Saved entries
******
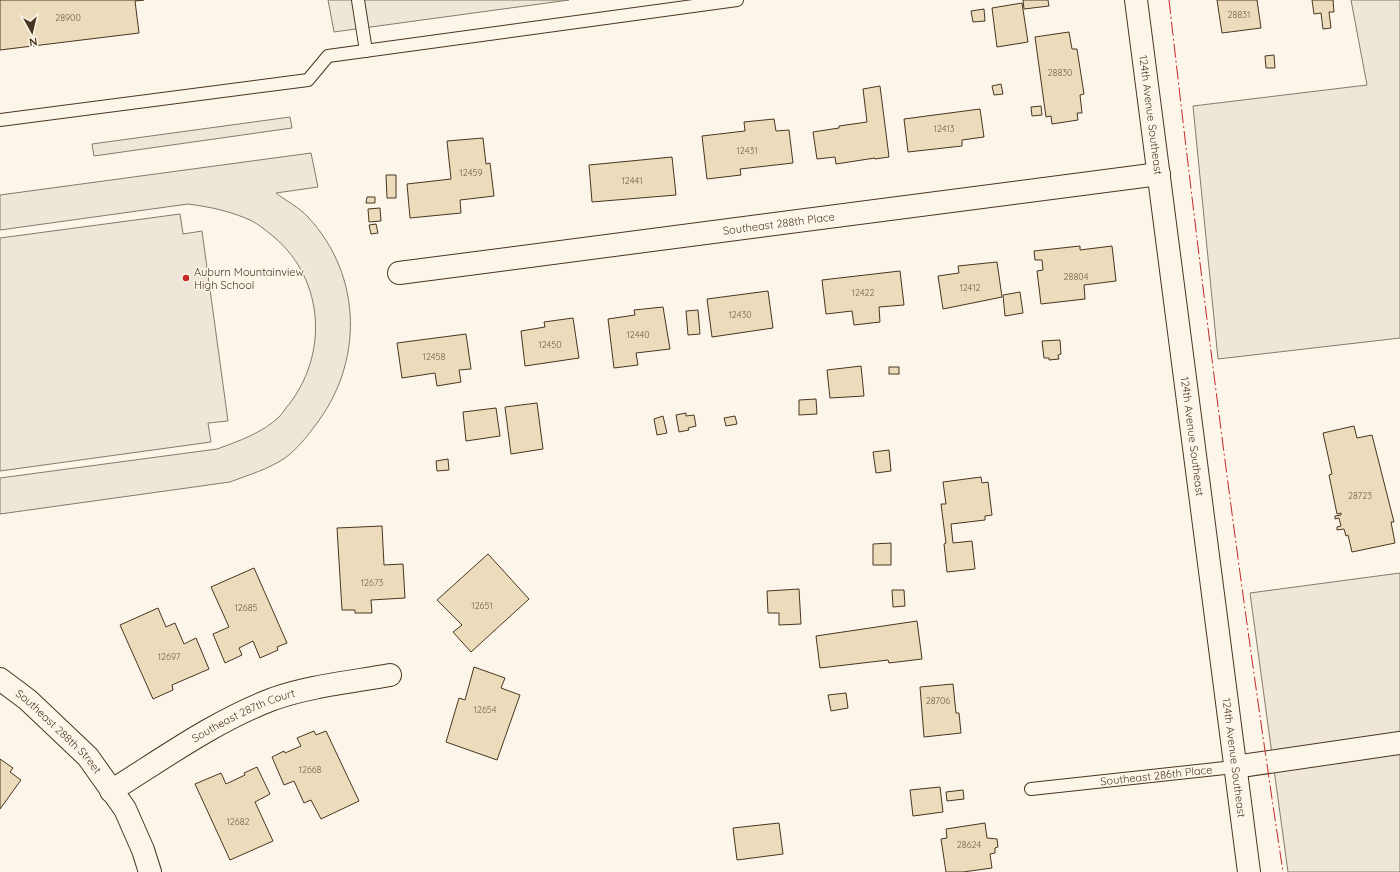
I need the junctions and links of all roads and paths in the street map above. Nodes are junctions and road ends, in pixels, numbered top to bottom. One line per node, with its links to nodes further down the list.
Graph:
1 (358, 0): 4 (lane)
2 (737, 0): 4 (lane)
3 (1136, 0): 6 (street, 124th Avenue Southeast)
4 (366, 51): 5 (lane)
5 (0, 120)
6 (1159, 174): 7 (street, Southeast 288th Place); 11 (street, 124th Avenue Southeast)
7 (399, 273)
8 (390, 675): 13 (street, Southeast 287th Court)
9 (0, 679): 13 (street, Southeast 288th Street)
10 (1400, 743): 11 (street, Southeast 286th Place)
11 (1234, 767): 12 (lane, Southeast 286th Place); 15 (street, 124th Avenue Southeast)
12 (1031, 790)
13 (111, 791): 14 (street, Southeast 288th Street)
14 (150, 872)
15 (1249, 872)

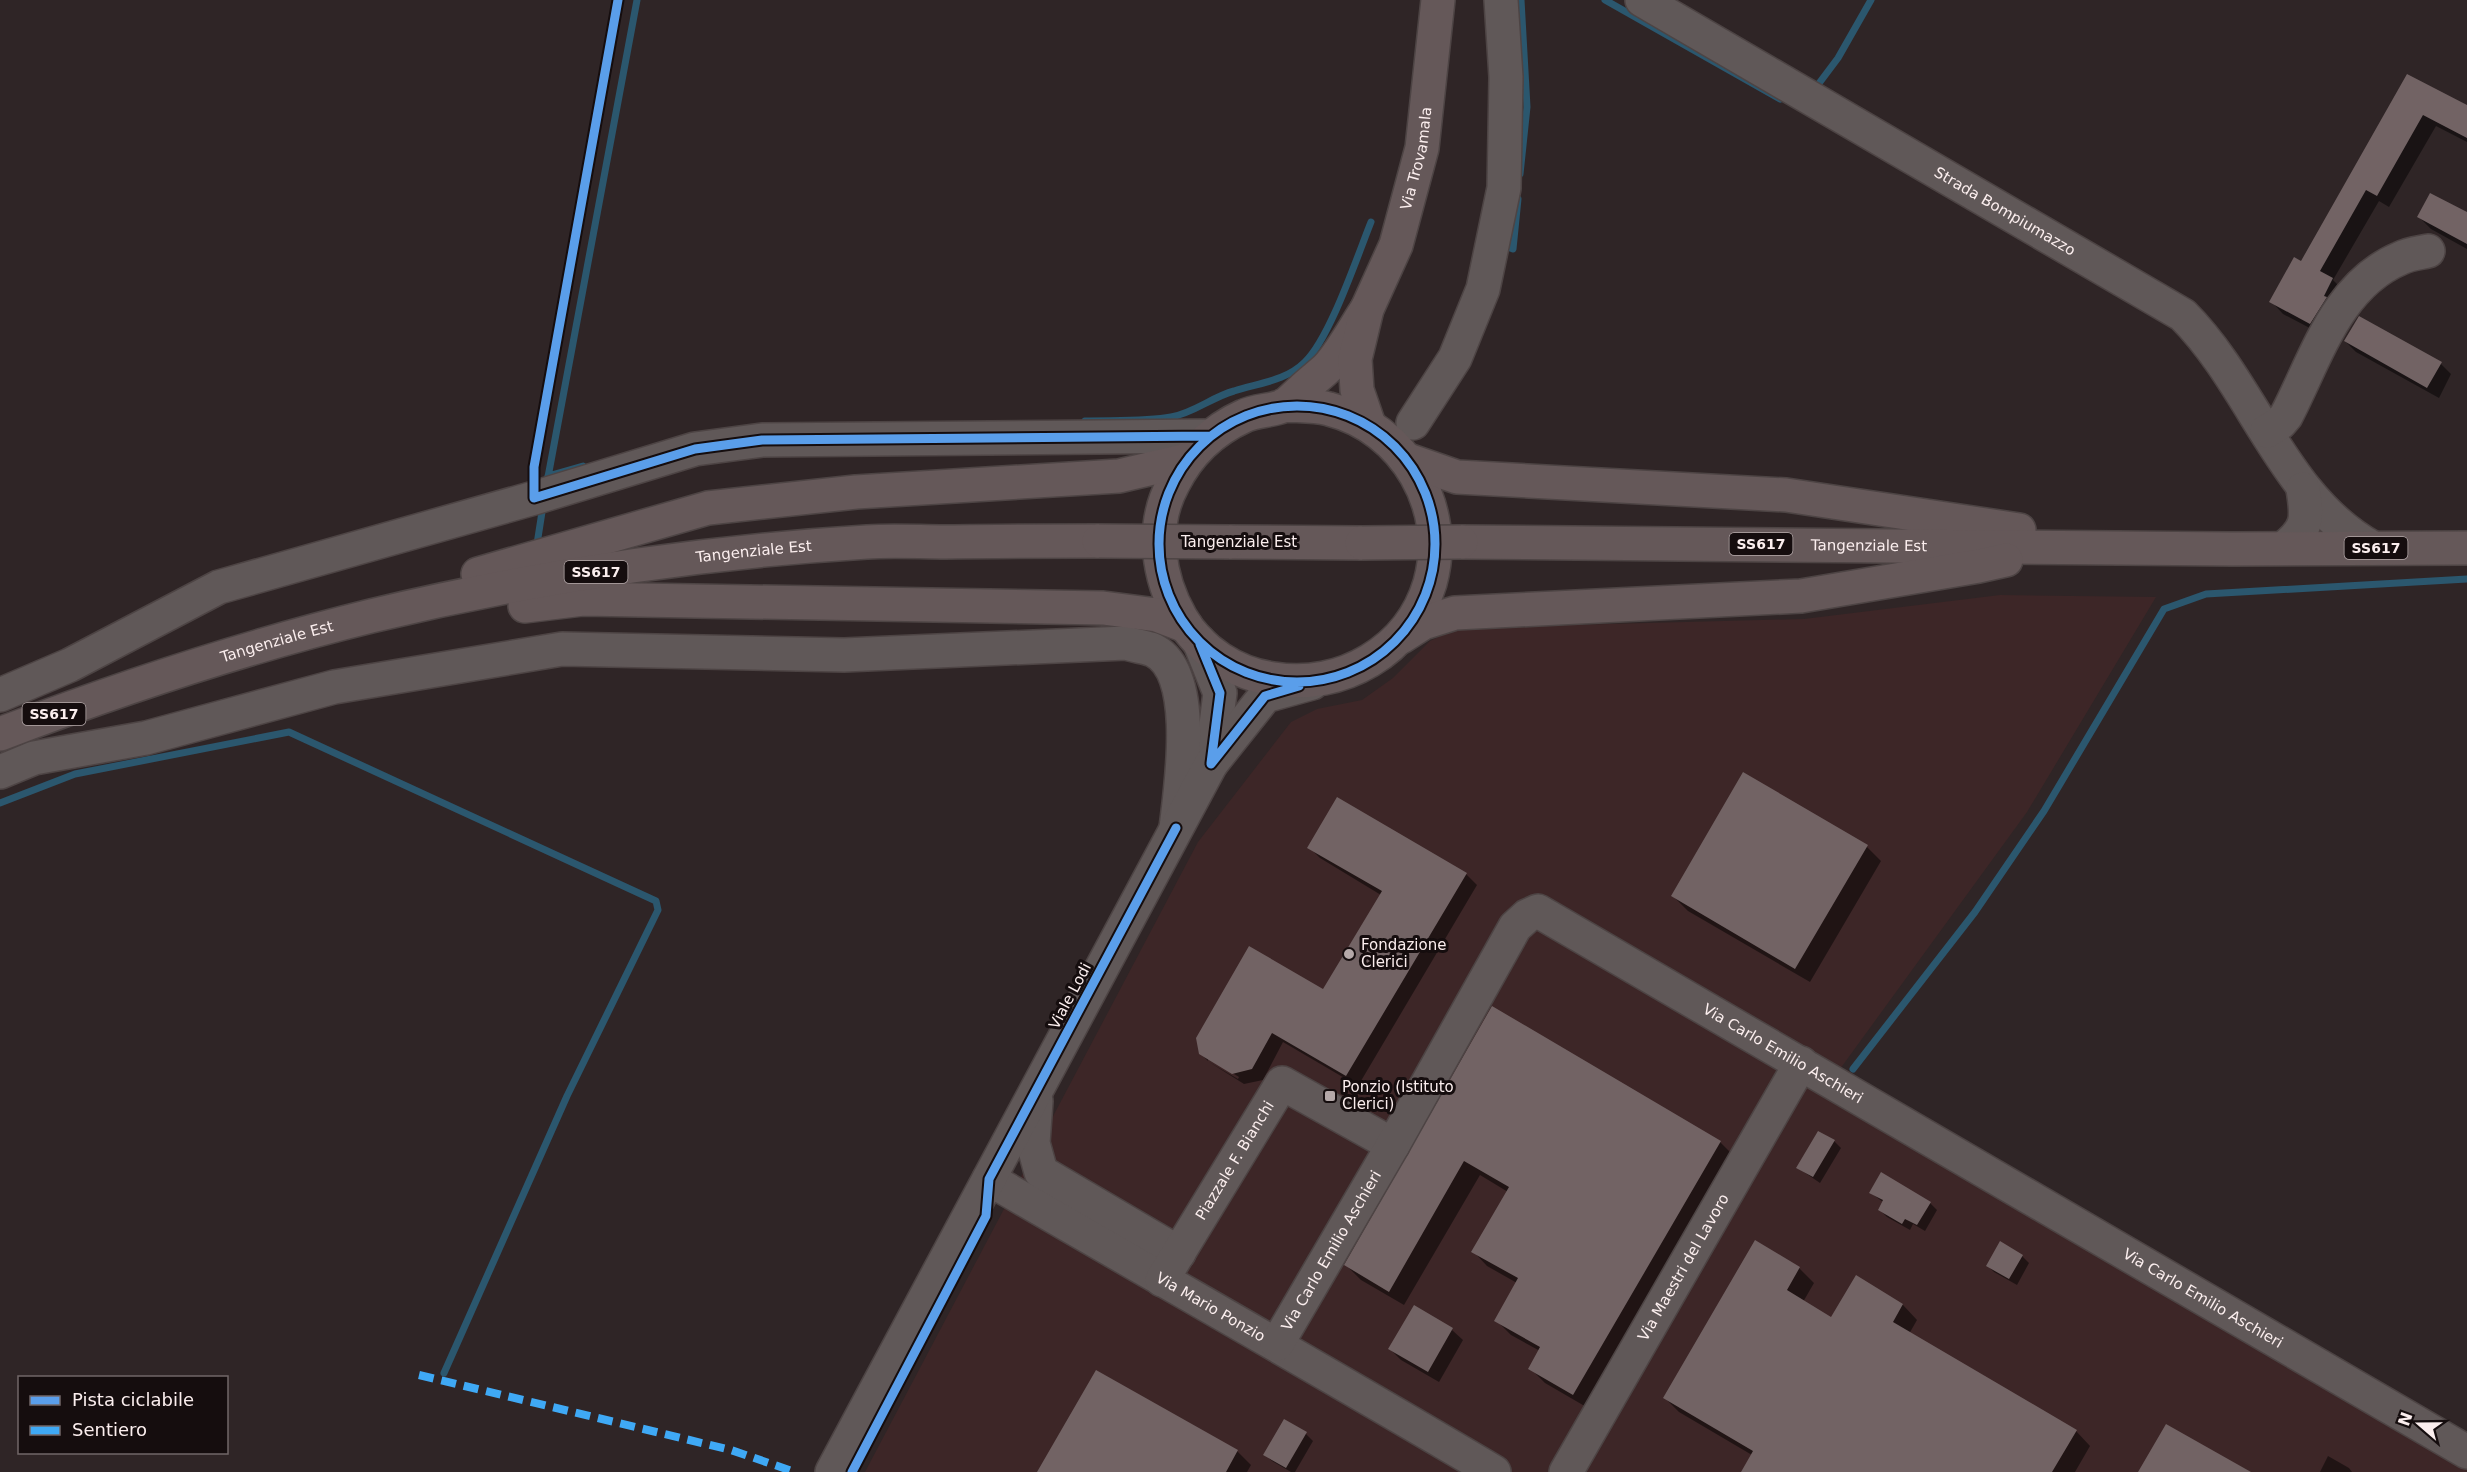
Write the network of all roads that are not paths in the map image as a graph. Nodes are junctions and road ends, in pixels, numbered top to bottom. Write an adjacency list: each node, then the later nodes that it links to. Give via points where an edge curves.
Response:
1 (1438, 0): 5 (main road, Via Trovamala, via 1422,148 1396,245)
2 (1501, 0): 7 (street, via 1506,76 1504,188 1500,210 1483,289 1455,358)
3 (1642, 0): 9 (street, Strada Bompiumazzo, via 2168,304 2214,350)
4 (2428, 251): 9 (street, via 2402,257 2383,267 2348,299 2328,330 2286,416)
5 (1367, 309): 6 (main road, Via Trovamala, via 1329,366); 8 (main road, Via Trovamala, via 1355,358 1357,390)
6 (1284, 405): 8 (main road, via 1328,408); 10 (main road, via 1245,415)
7 (1413, 423)
8 (1370, 425): 12 (main road)
9 (2267, 431): 13 (street, Strada Bompiumazzo)
10 (1210, 436): 11 (main road); 22 (street, via 762,440 694,449 219,586 70,664)
11 (1186, 460): 18 (main road, via 1171,486 1162,514 1159,543 1171,601); 23 (main road, via 1119,476 846,493 708,508 188,651)
12 (1408, 460): 14 (main road, via 1457,477 1786,495 2015,529); 19 (main road, via 1424,488 1434,519 1435,552 1430,584 1416,614)
13 (2303, 489): 15 (street, via 2307,514 2303,530); 16 (street, via 2353,537)
14 (2060, 546): 15 (main road, Tangenziale Est / SS617); 19 (main road, via 1979,566 1802,596 1455,613 1422,623); 23 (main road, Tangenziale Est / SS617, bridge, via 870,542 742,552 613,569 460,596 369,616)
15 (2284, 548): 16 (main road, Tangenziale Est / SS617)
16 (2373, 548): 17 (main road, Tangenziale Est / SS617)
17 (2467, 548)
18 (1194, 635): 20 (street, via 1177,647); 21 (main road, via 1226,663 1259,677 1294,682); 23 (main road, via 1157,615 1102,608 583,599 441,616 181,688); 25 (street, Viale Lodi, via 1220,693)
19 (1396, 640): 21 (main road, via 1365,664)
20 (1155, 651): 26 (street, via 1126,643 844,655 562,649 334,687 146,738 34,758); 27 (street, via 1173,669 1182,698 1181,790)
21 (1329, 679): 25 (street, Viale Lodi, via 1266,696)
22 (0, 695)
23 (108, 695): 24 (main road, Tangenziale Est / SS617)
24 (0, 734)
25 (1210, 764): 27 (street, Viale Lodi)
26 (0, 772)
27 (1176, 828): 29 (street, Viale Lodi)
28 (1801, 1063): 30 (street, Via Carlo Emilio Aschieri, via 1538,911 1515,927); 35 (street, Via Carlo Emilio Aschieri); 38 (street, Via Maestri del Lavoro)
29 (1036, 1091): 31 (street, Viale Lodi); 32 (street, via 1033,1143 1041,1172)
30 (1394, 1146): 32 (street, Piazzale F. Bianchi, via 1282,1083); 34 (street, Via Carlo Emilio Aschieri)
31 (989, 1179): 33 (street, Via Mario Ponzio); 36 (street, Viale Lodi)
32 (1179, 1253): 33 (street, Piazzale F. Bianchi)
33 (1162, 1280): 34 (street, Via Mario Ponzio)
34 (1277, 1344): 37 (street, Via Mario Ponzio)
35 (2467, 1452)
36 (832, 1472)
37 (1494, 1472)
38 (1566, 1472)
******
— TASK —
From the records above, pick out and copy each line holding the word "Bianchi".

— RESULT FOR THIS TASK —
30 (1394, 1146): 32 (street, Piazzale F. Bianchi, via 1282,1083); 34 (street, Via Carlo Emilio Aschieri)
32 (1179, 1253): 33 (street, Piazzale F. Bianchi)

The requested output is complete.